Why do I care: Libraries like this are useful to know about when a client needs a landing page yesterday or when you want to prototype something without reinventing layout primitives. The Supabase templates in particular are a good accelerant for solo developers. Keep it in the toolbox.

Skiper UI


React Cursorify: Custom Cursor Components for React

TLDR: React Cursorify is a React library for replacing the default browser cursor with a custom component. It is small, focused, and ships multiple cursor style options out of the box.

Summary: Custom cursors are one of those UI effects that walk a fine line between delightful and distracting. Cursorify makes them easy to implement in React, which lowers the barrier enough that you might actually use one in a project where it makes sense, like a creative portfolio or an interactive experience that wants to feel distinct.

The library is intentionally narrow in scope: replace the cursor, offer some style options, and get out of the way. That restraint is probably the right call. Custom cursor libraries that try to do too much tend to end up as animation rigs that fight with the rest of your application's motion stack. Cursorify keeps it simple.
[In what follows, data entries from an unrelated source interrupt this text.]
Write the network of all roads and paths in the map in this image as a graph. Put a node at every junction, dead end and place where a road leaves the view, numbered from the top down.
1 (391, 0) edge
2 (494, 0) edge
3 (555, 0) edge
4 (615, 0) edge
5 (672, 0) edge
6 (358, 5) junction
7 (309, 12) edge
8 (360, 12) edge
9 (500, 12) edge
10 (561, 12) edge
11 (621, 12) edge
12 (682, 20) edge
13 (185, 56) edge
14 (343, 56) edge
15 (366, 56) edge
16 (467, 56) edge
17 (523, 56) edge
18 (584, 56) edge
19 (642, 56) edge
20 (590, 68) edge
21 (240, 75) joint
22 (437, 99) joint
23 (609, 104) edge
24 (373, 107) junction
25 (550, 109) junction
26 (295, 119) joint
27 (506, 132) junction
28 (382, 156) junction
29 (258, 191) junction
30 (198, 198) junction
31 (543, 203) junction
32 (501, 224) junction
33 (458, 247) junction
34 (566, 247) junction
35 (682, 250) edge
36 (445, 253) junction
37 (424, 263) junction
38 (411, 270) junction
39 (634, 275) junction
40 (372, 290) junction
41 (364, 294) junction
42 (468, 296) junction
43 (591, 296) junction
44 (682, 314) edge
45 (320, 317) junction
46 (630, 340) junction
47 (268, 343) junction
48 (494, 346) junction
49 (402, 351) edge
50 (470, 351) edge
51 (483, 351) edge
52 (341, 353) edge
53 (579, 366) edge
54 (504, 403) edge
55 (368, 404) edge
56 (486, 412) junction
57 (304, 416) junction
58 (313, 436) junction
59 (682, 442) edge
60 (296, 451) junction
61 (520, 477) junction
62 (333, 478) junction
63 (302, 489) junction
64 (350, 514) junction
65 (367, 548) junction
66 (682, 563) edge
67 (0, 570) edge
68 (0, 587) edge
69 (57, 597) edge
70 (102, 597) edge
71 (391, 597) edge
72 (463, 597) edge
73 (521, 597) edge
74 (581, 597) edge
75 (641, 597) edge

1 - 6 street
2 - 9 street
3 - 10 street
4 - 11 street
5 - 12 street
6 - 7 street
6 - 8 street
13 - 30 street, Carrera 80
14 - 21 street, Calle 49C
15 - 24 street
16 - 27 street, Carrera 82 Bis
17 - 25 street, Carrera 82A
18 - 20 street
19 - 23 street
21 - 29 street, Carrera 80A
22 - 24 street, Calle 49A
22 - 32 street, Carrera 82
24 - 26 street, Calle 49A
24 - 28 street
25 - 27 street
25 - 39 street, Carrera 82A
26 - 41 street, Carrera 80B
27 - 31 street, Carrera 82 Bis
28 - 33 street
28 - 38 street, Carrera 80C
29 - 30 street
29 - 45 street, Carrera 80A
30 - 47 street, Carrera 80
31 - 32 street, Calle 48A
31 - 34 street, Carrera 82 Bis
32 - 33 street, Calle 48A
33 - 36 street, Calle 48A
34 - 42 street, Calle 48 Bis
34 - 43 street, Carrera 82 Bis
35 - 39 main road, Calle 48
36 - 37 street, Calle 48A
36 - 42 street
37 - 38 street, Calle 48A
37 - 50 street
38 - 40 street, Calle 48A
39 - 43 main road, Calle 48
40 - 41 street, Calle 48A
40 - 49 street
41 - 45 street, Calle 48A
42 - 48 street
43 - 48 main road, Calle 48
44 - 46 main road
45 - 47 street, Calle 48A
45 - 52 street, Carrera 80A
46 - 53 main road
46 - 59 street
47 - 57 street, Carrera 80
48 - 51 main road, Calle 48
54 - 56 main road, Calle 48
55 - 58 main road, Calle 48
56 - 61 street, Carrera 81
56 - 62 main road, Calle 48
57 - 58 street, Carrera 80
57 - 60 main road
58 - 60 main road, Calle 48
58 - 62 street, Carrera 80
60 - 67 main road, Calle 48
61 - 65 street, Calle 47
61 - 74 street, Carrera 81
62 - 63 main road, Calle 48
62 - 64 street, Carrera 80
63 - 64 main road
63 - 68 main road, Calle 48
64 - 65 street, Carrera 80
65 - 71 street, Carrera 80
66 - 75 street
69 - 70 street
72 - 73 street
The practical concern with any custom cursor implementation is accessibility and performance. Screen magnification tools and some accessibility aids interact poorly with custom cursors, and a poorly implemented cursor effect can drag frame rate on lower-end hardware. The library appears designed to avoid the worst of these pitfalls, but any team using it in a production context should verify behavior across their target devices before shipping.

Key takeaways:

  • React Cursorify replaces the default cursor with a customizable React component and ships multiple style options
  • The library is small and focused, avoiding the complexity that makes many cursor libraries difficult to integrate
  • Always verify custom cursor behavior with accessibility tools and on lower-end hardware before production use

Why do I care: Custom cursors are a niche feature, but in the right context, they do add character to an experience. Knowing a clean library exists for this in React is useful. I would not reach for it in a business application, but for a creative or portfolio site, it is the kind of polish that takes ten minutes to add.